Federal Reserve admits its website was hacked
The Federal Reserve has confirmed that it's been hacked, following a claim from Anonymous that it's harvested the details of 4,000 US bank executives.
The Fed hasn't confirmed that its breach is the same one announced by Anonymous, but says that personal information was involved.
"The Federal Reserve system is aware that information was obtained by exploiting a temporary vulnerability in a website vendor product," a spokeswoman told Reuters. "Exposure was fixed shortly after discovery and is no longer an issue.

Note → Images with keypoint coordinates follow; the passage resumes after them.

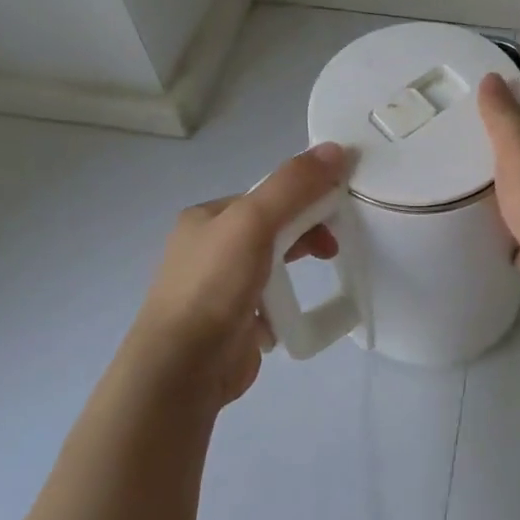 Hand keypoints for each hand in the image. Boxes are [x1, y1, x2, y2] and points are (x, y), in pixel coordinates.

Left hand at [125, 143, 346, 410]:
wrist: (182, 369)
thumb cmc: (214, 286)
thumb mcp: (254, 221)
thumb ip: (293, 185)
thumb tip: (336, 149)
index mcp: (206, 218)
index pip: (265, 195)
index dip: (304, 196)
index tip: (335, 209)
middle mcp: (207, 250)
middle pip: (271, 228)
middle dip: (305, 232)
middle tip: (333, 247)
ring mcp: (218, 290)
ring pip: (271, 266)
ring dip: (296, 268)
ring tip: (320, 277)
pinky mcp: (231, 325)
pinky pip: (269, 303)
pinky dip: (285, 305)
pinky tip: (293, 313)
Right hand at [478, 73, 519, 327]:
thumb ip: (504, 116)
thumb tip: (494, 77)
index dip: (517, 82)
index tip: (483, 76)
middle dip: (499, 135)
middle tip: (455, 129)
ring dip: (499, 185)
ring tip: (455, 178)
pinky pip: (518, 235)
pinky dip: (503, 234)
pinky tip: (477, 233) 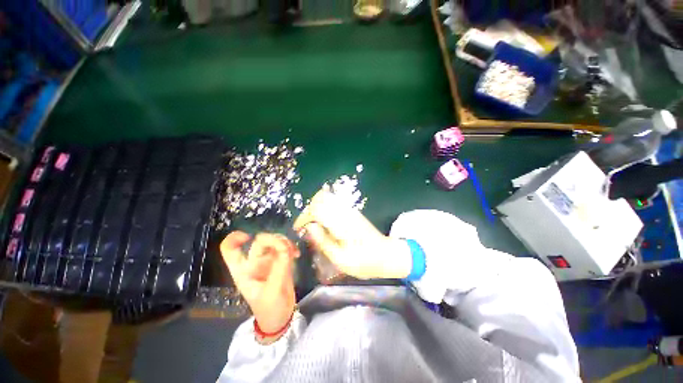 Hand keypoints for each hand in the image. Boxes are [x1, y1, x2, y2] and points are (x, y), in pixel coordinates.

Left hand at [220, 232, 298, 341]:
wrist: (280, 318)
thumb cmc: (270, 308)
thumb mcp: (273, 290)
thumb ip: (279, 267)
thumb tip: (285, 247)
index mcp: (243, 271)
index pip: (230, 250)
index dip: (234, 239)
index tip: (249, 237)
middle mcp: (254, 263)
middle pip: (259, 242)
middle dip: (274, 240)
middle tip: (287, 248)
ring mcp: (267, 261)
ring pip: (274, 241)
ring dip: (285, 242)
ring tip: (293, 252)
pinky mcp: (279, 261)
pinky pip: (284, 247)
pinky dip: (291, 247)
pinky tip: (297, 254)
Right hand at [293, 188, 411, 279]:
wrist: (386, 255)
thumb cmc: (363, 261)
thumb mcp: (340, 259)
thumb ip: (323, 241)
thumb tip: (309, 227)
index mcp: (341, 222)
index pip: (316, 209)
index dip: (304, 217)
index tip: (299, 229)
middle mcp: (345, 211)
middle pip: (321, 198)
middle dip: (309, 211)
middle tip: (306, 227)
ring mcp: (350, 210)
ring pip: (327, 198)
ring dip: (316, 209)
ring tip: (314, 226)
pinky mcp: (353, 212)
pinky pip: (334, 203)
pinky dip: (325, 209)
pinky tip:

This incident did not affect critical operations of the Federal Reserve system."
It says it's contacted everybody affected.
Anonymous says it posted the details on the .gov website of the Alabama Criminal Justice Information Center - from where they've now been taken down - as part of its new Operation Last Resort campaign.
It's demanding the reform of US computer crime laws following the recent suicide of internet activist Aaron Swartz, and last week attacked the website of the US Sentencing Commission.
"Now we have your attention America: Anonymous's Superbowl Commercial 4k banker d0x via the FED," it posted on its Twitter feed over the weekend. "Yes we posted over 4000 U.S. bank executive credentials."
It's released usernames, real world names, mobile phone numbers and hashed passwords for the 4,000 people involved - some of them presidents and chief operating officers - who work at a variety of banks and credit unions.